Good afternoon!

Good afternoon everyone. Today I would like to see the article "Culture, Recognition, and the  Negotiation of Difference: Some Thoughts on Cultural Competency in Planning Education" by Julian Agyeman and Jennifer Sien Erickson.

 

When I see this title, I thought planning education would be super complicated, it might be but it might not. 

Let's see it!

 

In the introduction, this article talked about the definition of social justice. Do you have any idea about social justice? For me, it is having equal access and opportunity to any public community, buildings, system, work, and education.  In this paper, the authors mentioned "Social justice by working to expand choice and opportunity for all persons, recognizing responsibility to cope with disadvantage, and promote racial and economic integration." This doesn't sound like for all people, right? 

 

This article argues planning schools is not only unique to future generations but reimagines and embodies cultural competencies. 

There are some discussions about faculty of color. From this kind of example, the authors said planners must recognize cultural awareness, beliefs, knowledge, skills, behaviors, and professional practice at planning meetings.

 

Then, what are planning meetings for??

Please see the title. These meetings are for planning education!! 

So, planners have to come up with creative, productive ways with the understanding to diversity and cultural heterogeneity.

 

In the introduction, I could find the most important author's opinion. It is,

"Cultural competency should become an essential part of the professional planner's praxis."

This clearly implies the authors don't think cultural competency is not centered at least the time they published this paper.

 

In the paper, the authors preferred the term difference to diversity because there are issues of race and gender.
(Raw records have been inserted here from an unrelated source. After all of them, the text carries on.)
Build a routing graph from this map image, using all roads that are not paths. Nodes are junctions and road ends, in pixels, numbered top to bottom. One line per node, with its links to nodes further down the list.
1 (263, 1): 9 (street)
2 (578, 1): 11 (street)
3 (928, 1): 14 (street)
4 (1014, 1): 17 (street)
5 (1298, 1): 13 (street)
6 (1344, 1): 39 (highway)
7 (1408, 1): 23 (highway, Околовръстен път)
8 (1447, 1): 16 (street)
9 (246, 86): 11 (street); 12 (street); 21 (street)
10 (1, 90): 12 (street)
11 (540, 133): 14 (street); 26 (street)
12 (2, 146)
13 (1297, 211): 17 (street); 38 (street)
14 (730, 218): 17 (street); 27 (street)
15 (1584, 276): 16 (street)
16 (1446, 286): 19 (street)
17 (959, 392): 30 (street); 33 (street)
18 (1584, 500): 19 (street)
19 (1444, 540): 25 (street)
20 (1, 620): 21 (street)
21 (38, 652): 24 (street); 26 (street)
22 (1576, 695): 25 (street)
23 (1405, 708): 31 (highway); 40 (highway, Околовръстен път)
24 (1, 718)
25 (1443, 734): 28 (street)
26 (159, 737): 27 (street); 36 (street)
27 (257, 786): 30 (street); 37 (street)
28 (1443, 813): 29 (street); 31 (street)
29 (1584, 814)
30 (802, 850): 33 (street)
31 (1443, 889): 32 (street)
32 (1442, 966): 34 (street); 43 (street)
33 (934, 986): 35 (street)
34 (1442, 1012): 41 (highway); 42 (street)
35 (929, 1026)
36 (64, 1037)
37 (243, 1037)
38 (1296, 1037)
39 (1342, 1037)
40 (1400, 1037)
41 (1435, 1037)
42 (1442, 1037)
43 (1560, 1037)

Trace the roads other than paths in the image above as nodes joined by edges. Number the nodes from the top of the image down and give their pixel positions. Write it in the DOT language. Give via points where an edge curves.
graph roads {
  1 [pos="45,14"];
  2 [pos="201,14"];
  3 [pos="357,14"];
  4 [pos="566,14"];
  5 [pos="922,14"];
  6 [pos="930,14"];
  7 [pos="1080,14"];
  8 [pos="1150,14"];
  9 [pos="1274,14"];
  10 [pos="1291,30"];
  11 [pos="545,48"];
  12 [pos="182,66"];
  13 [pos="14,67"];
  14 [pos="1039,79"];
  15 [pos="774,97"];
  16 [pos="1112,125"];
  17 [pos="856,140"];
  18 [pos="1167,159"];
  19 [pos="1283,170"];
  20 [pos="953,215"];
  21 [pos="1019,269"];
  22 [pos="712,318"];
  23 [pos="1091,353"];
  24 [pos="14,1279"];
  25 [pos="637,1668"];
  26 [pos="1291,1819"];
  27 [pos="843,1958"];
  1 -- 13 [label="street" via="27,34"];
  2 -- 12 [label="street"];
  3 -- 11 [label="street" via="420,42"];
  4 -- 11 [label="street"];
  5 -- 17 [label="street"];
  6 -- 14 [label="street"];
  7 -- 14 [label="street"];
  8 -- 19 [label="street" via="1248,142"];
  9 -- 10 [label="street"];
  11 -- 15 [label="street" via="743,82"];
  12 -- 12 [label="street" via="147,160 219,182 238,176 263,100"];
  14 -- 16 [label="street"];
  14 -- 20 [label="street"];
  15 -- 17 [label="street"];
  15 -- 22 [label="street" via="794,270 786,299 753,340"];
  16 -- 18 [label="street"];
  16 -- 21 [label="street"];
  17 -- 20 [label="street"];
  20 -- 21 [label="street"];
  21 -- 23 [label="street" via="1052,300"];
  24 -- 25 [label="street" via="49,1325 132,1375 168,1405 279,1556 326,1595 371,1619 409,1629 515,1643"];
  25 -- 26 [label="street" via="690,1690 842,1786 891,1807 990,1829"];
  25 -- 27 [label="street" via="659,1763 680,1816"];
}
It is really difficult to involve marginal groups directly in the planning process because of the extent of cultural and group marginalization and also the lack of privilege and power in society.

 

In conclusion, politicians, planners, and planning educators have to prioritize cultural competency with differences (agenda of planning and design).

 

However, there is a problem. In the paper, the authors asked how we can see diversity as less cost, a drag for scarce resources and mind-numbing complexity see it as an opportunity. Also, how can we move from multiculturalism(cross-cultural overlap, interaction, and negotiation) to interculturalism("diversity with ethnocultural and other kinds"). Maybe dialogue is necessary but the result is not sure. It might stress cultural differences or the gradual erosion of cultural differences. 

 

I noted "cultural competency" in the most important states. In a later page, author mentioned it with systematic elements as developmental process . 

(1) valuing diversity

(2) capacity of cultural self-assessment

(3)consciousness of cultural interaction
(4) institutionalization of cultural knowledge

(5) development of service with understanding of inter- intreaculturally

 

In conclusion, politicians, planners, and planning educators have to priopritize cultural competency with difference (agenda of planning and design).

 

My opinion

This is my first time to read this article and was surprised actually. The point was super clear. Keywords were "cultural competency", "multiculturalism", and "interculturalism." The authors wanted to make planning education with cultural competency with a mix of multiculturalism and interculturalism. 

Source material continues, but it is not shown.